WORK INSTRUCTIONS
The reply has to be a number alone, equal to how many lines in the entries below hold the string "roads".

DATA FOR PROCESSING
——
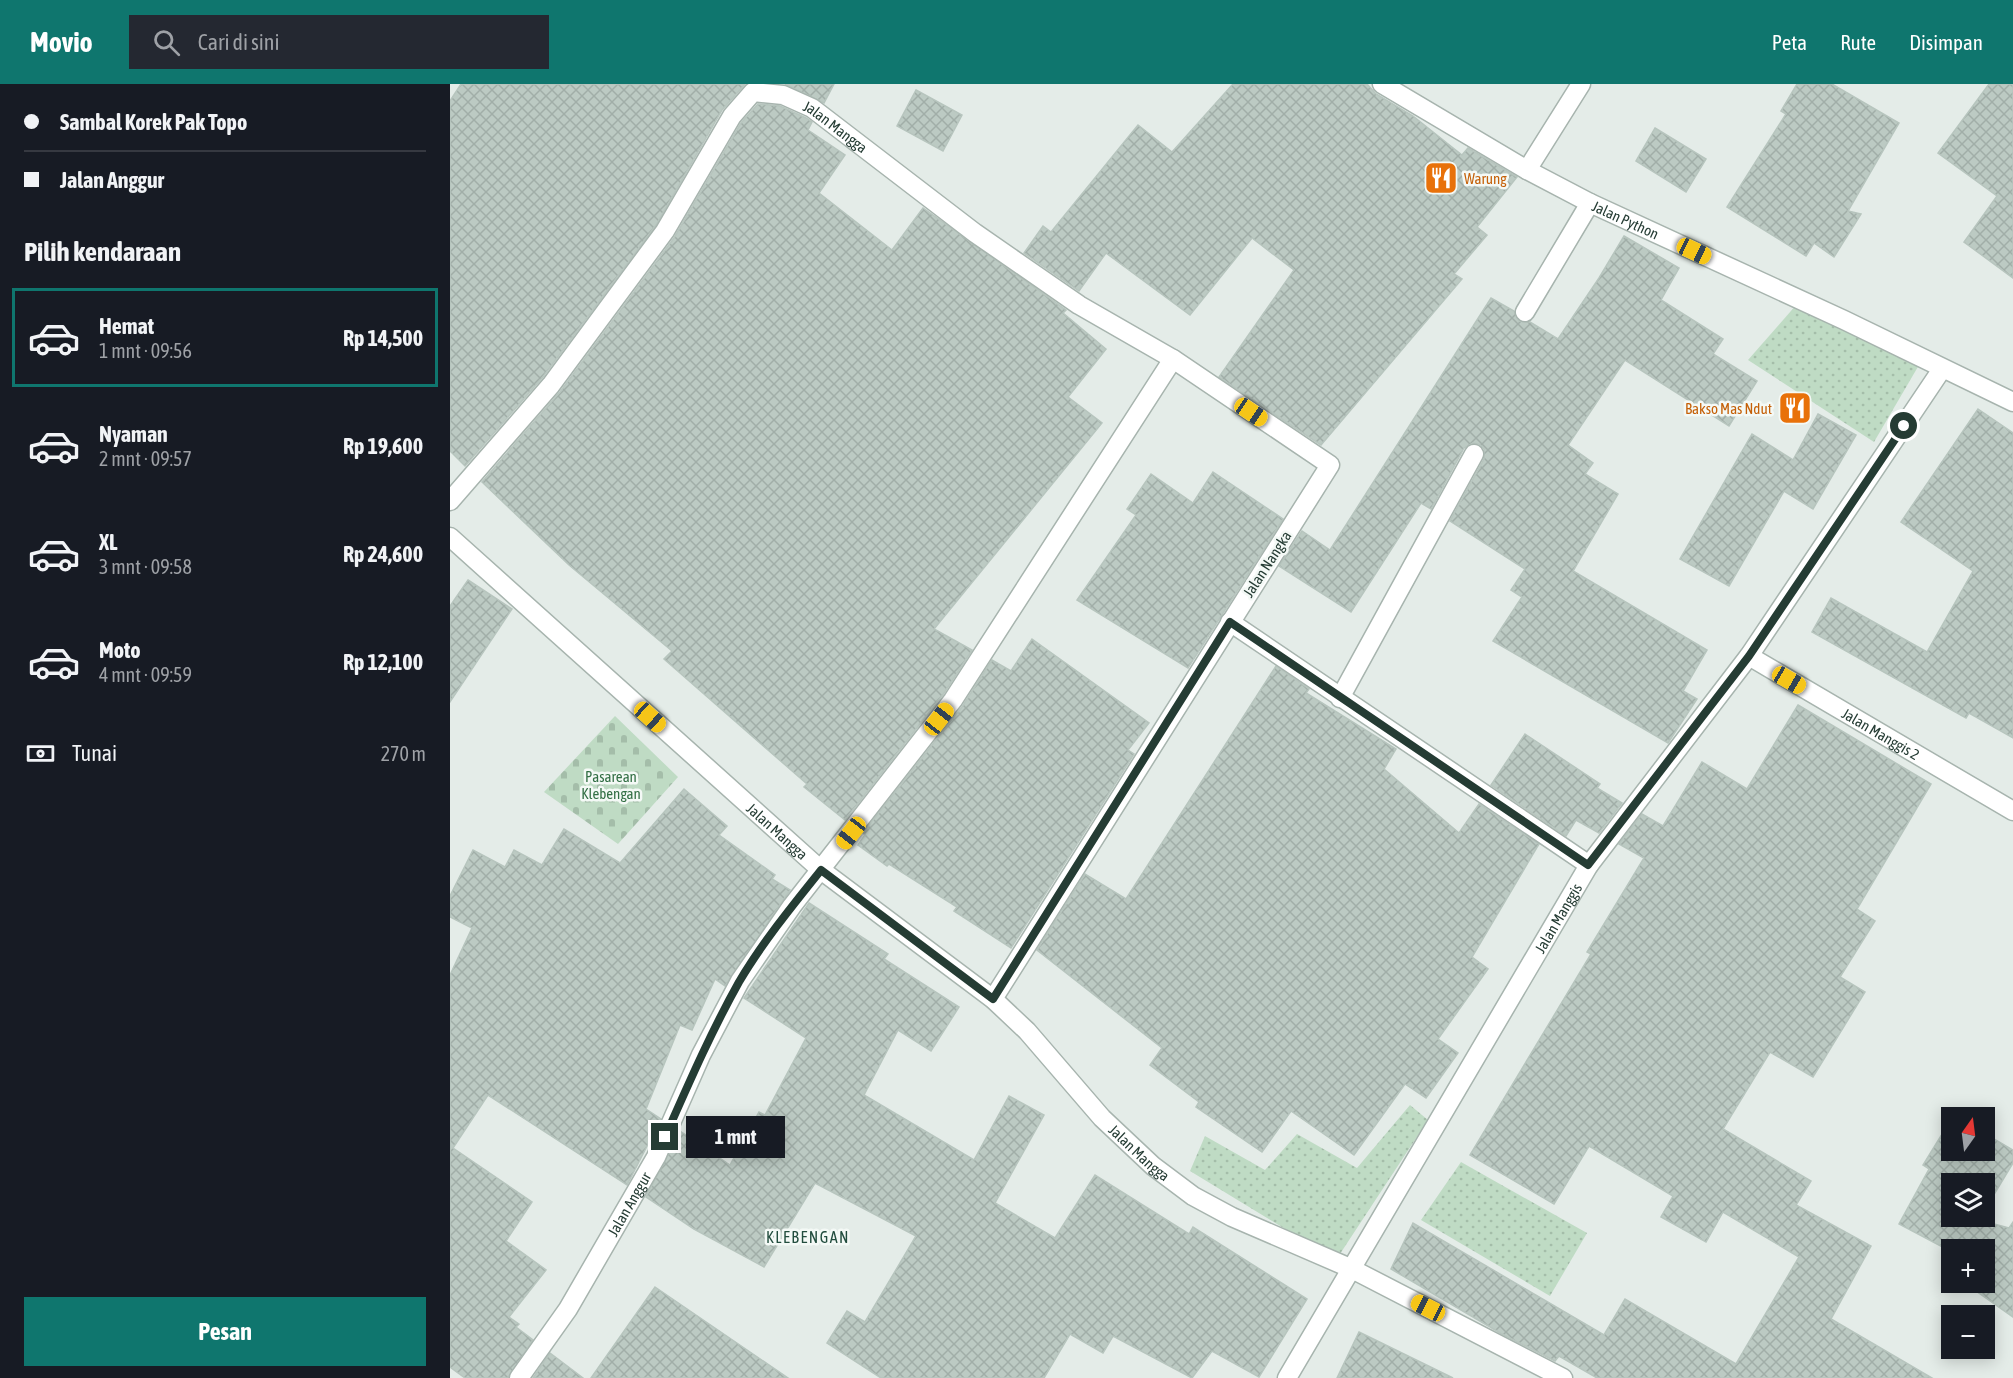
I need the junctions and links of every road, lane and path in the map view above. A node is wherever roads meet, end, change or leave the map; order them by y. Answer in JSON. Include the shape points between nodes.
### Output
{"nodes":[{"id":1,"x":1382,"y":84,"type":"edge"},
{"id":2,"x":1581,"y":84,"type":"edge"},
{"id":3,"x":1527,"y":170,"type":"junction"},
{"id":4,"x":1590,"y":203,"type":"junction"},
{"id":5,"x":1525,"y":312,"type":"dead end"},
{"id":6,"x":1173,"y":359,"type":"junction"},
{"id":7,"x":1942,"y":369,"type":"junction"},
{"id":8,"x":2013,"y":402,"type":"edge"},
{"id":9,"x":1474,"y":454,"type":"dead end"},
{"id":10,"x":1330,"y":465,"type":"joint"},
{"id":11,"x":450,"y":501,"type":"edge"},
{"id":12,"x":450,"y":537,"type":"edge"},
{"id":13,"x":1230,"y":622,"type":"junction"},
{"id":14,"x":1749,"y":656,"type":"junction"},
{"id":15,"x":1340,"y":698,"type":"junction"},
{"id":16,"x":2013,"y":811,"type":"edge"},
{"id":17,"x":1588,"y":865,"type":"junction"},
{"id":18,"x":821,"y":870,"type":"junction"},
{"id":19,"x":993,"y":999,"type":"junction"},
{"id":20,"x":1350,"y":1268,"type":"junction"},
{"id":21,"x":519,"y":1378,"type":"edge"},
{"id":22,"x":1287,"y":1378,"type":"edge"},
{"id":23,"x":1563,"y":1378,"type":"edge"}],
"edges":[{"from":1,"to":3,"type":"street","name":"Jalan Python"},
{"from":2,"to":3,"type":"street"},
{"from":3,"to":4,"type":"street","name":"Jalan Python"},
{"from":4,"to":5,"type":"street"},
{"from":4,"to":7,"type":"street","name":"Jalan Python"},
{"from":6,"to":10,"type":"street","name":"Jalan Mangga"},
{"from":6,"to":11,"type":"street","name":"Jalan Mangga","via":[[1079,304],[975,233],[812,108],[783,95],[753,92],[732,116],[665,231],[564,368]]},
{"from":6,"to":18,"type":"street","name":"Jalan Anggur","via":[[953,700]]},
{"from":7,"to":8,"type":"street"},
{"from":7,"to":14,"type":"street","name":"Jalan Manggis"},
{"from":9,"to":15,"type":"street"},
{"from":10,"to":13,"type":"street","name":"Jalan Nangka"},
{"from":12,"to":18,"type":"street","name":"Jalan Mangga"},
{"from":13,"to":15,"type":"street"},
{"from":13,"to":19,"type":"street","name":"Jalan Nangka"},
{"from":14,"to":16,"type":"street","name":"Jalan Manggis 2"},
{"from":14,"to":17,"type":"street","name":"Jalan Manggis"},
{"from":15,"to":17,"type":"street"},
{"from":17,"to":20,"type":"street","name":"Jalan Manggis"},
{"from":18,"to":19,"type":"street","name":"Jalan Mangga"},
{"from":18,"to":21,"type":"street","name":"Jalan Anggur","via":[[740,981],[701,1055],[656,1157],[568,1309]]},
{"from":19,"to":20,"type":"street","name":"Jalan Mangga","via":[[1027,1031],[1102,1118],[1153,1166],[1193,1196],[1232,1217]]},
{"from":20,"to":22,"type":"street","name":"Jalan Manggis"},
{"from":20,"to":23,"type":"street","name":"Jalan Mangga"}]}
——
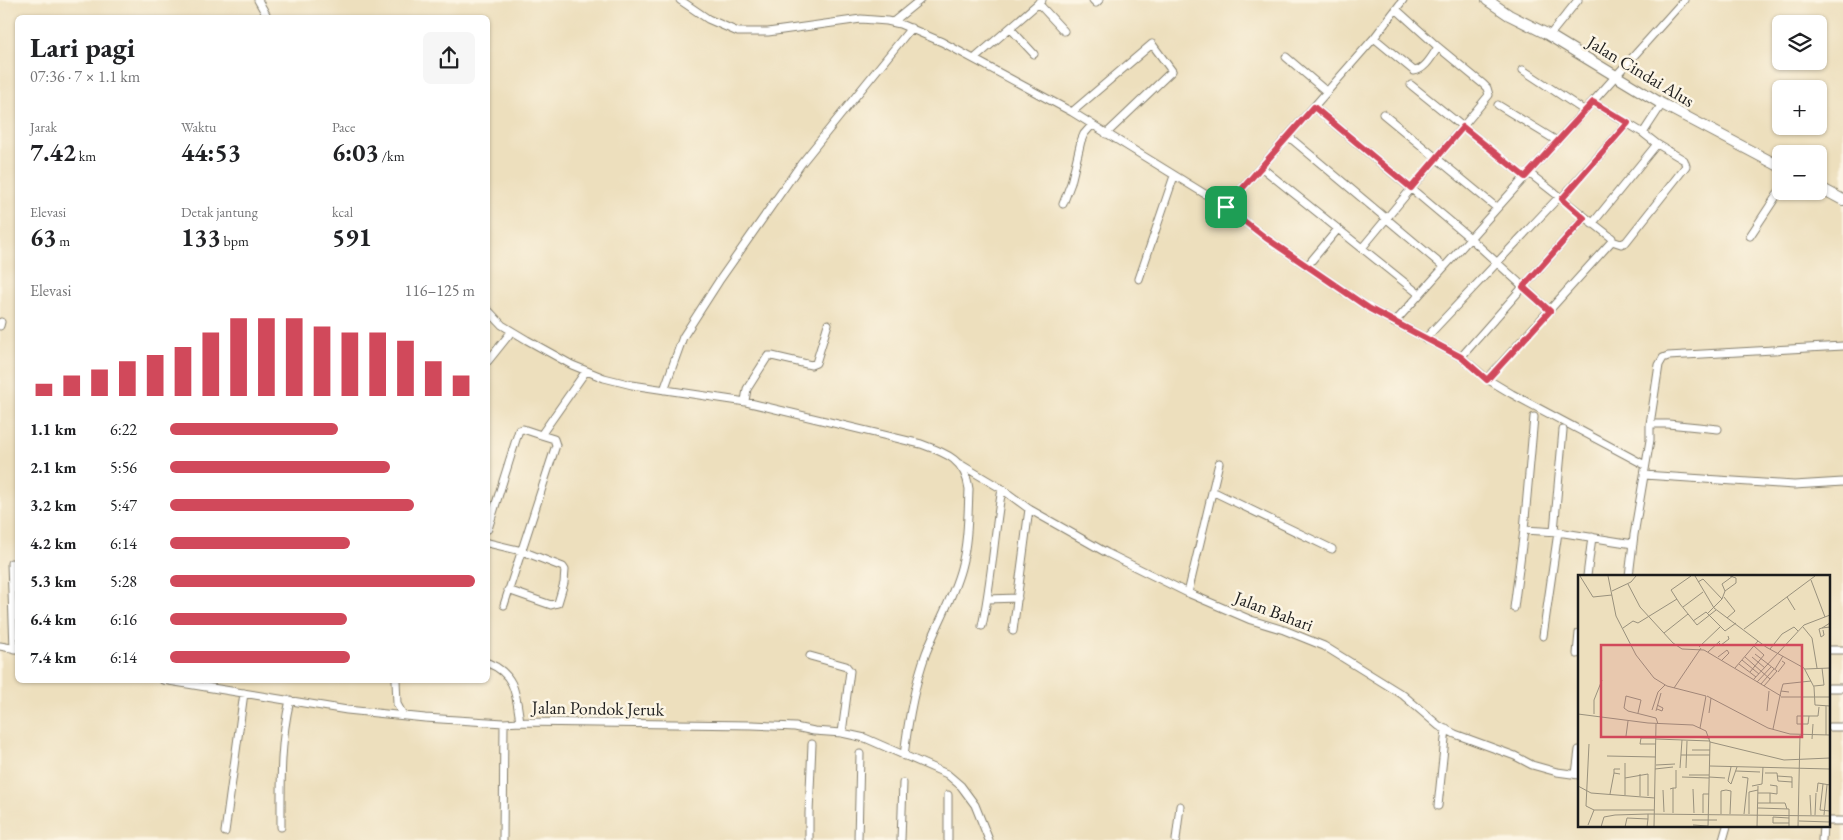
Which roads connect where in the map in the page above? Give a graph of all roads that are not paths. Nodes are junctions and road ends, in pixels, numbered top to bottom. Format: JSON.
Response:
——
TASK OUTPUT
2